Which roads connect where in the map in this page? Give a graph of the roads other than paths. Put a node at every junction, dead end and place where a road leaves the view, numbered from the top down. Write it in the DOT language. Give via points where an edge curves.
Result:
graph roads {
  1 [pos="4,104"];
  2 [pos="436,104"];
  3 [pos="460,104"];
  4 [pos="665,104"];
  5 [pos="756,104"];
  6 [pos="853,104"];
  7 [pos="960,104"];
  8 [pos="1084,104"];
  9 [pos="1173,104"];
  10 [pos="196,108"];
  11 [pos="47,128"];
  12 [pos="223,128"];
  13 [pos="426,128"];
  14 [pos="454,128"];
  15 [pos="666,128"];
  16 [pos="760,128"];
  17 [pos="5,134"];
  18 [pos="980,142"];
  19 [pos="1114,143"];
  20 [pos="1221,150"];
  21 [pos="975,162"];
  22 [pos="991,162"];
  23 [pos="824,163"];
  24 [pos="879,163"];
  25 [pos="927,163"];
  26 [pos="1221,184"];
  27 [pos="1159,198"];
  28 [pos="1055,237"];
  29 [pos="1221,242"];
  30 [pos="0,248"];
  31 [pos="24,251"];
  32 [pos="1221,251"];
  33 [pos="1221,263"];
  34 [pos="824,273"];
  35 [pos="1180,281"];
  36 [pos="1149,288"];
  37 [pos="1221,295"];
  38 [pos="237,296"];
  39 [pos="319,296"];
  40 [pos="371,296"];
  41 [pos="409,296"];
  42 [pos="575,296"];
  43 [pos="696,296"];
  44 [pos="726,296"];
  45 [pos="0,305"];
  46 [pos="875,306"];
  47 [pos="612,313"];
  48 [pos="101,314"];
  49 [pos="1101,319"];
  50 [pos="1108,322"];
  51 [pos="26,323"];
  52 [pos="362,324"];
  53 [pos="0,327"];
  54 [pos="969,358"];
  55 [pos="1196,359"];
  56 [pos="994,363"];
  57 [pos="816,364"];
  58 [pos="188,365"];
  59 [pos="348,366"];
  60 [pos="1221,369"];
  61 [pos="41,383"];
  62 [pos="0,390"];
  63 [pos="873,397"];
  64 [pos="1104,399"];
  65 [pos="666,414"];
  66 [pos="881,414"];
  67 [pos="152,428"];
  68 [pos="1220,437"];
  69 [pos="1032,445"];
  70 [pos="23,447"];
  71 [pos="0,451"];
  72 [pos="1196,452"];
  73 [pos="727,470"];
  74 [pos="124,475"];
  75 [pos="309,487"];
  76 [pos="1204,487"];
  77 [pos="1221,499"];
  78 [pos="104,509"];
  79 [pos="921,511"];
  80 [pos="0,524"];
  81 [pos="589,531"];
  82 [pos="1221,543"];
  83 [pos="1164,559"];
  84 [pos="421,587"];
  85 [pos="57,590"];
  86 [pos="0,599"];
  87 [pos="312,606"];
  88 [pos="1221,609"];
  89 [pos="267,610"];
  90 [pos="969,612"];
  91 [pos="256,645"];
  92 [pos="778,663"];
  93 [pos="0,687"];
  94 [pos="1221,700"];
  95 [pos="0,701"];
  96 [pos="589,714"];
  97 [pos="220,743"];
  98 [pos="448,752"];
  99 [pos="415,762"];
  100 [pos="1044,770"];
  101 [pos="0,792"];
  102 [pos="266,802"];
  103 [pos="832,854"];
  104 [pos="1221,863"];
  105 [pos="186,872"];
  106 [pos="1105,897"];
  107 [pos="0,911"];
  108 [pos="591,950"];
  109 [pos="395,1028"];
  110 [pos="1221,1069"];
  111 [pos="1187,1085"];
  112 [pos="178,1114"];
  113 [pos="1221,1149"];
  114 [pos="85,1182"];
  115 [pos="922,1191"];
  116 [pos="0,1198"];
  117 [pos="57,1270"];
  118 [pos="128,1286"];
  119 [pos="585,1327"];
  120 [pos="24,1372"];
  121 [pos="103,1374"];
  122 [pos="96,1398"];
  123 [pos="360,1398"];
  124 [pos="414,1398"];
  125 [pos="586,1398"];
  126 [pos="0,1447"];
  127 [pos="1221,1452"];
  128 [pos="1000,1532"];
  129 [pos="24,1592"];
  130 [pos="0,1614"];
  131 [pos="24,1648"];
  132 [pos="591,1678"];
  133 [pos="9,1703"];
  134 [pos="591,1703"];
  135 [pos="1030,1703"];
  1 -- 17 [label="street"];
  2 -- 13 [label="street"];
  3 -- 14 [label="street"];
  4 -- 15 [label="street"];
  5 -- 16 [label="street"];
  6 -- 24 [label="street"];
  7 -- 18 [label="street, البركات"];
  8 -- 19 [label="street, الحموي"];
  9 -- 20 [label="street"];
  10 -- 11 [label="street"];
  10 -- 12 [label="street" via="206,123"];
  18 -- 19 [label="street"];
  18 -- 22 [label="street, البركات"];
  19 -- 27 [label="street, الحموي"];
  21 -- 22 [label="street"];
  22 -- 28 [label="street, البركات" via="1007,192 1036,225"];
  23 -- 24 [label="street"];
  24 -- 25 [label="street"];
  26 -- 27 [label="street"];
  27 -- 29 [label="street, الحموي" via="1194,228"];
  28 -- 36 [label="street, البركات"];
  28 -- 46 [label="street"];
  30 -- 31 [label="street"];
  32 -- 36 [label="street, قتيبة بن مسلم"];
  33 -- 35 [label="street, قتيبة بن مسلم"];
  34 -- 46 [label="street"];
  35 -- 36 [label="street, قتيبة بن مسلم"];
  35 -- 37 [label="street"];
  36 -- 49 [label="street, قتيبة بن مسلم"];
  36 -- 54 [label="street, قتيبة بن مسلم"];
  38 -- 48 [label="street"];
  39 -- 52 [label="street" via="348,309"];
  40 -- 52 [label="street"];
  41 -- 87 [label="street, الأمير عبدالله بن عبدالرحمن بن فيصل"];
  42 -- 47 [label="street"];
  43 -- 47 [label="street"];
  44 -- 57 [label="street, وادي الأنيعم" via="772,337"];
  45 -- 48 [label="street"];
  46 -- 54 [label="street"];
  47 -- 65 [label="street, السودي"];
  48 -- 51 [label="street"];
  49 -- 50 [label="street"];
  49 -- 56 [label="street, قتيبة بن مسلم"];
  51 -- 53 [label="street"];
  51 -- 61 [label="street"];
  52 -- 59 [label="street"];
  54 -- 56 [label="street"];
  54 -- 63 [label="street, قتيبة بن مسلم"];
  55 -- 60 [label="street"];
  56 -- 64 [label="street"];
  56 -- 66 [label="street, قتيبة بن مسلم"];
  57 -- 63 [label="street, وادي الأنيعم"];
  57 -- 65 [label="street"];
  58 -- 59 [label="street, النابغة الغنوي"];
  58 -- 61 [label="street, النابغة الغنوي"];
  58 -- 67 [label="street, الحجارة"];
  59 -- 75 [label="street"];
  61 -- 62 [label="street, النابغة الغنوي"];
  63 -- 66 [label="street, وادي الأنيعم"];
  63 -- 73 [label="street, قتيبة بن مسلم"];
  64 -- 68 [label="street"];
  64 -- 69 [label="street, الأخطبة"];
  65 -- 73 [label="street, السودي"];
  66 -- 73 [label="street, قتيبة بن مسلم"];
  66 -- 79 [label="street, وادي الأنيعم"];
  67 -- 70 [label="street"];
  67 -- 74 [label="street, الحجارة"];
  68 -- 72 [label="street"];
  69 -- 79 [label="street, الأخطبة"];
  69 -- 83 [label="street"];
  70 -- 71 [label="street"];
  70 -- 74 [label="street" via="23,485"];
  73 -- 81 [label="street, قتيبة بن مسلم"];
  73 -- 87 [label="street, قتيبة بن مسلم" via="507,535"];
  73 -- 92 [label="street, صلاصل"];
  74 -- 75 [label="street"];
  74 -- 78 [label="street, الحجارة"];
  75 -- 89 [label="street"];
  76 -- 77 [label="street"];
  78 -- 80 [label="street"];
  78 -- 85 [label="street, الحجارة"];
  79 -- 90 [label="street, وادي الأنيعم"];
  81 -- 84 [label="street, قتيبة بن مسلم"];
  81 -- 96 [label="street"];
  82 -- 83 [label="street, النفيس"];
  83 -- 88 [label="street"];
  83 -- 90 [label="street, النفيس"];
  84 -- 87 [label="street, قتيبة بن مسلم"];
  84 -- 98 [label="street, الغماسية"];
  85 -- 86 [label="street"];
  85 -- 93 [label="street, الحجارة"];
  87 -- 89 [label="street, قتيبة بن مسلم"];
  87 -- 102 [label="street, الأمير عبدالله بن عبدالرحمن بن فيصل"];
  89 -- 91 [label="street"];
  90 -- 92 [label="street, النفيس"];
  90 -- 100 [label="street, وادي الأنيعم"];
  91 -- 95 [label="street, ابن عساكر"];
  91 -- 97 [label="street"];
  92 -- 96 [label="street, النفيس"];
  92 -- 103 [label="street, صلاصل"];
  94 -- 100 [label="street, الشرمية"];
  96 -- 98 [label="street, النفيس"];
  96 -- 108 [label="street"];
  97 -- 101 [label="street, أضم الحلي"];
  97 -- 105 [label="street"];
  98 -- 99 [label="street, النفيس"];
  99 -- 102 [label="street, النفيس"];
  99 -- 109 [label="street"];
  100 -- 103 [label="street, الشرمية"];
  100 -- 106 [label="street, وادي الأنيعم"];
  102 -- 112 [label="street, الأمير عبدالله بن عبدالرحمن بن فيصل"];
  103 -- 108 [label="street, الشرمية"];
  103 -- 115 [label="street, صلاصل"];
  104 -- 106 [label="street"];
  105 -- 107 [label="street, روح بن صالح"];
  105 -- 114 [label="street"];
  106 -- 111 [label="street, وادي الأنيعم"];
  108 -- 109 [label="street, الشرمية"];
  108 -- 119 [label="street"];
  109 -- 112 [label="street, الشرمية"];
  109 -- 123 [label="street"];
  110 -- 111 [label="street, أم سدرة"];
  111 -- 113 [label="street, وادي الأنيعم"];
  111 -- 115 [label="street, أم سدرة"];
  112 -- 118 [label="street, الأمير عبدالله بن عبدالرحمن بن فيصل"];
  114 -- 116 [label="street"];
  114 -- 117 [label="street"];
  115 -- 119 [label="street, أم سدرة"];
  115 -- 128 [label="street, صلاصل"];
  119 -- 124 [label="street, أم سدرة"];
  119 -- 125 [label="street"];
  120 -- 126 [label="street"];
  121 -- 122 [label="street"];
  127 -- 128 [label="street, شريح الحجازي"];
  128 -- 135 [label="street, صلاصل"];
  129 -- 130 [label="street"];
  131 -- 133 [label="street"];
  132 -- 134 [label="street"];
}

• [Task item]
Filter the lines above, keeping each one that contains the string "النفيس".

• [Task answer]
  82 -- 83 [label="street, النفيس"];
  83 -- 90 [label="street, النفيس"];
  90 -- 92 [label="street, النفيس"];
  92 -- 96 [label="street, النفيس"];
  96 -- 98 [label="street, النفيس"];
  98 -- 99 [label="street, النفيس"];
  99 -- 102 [label="street, النفيس"];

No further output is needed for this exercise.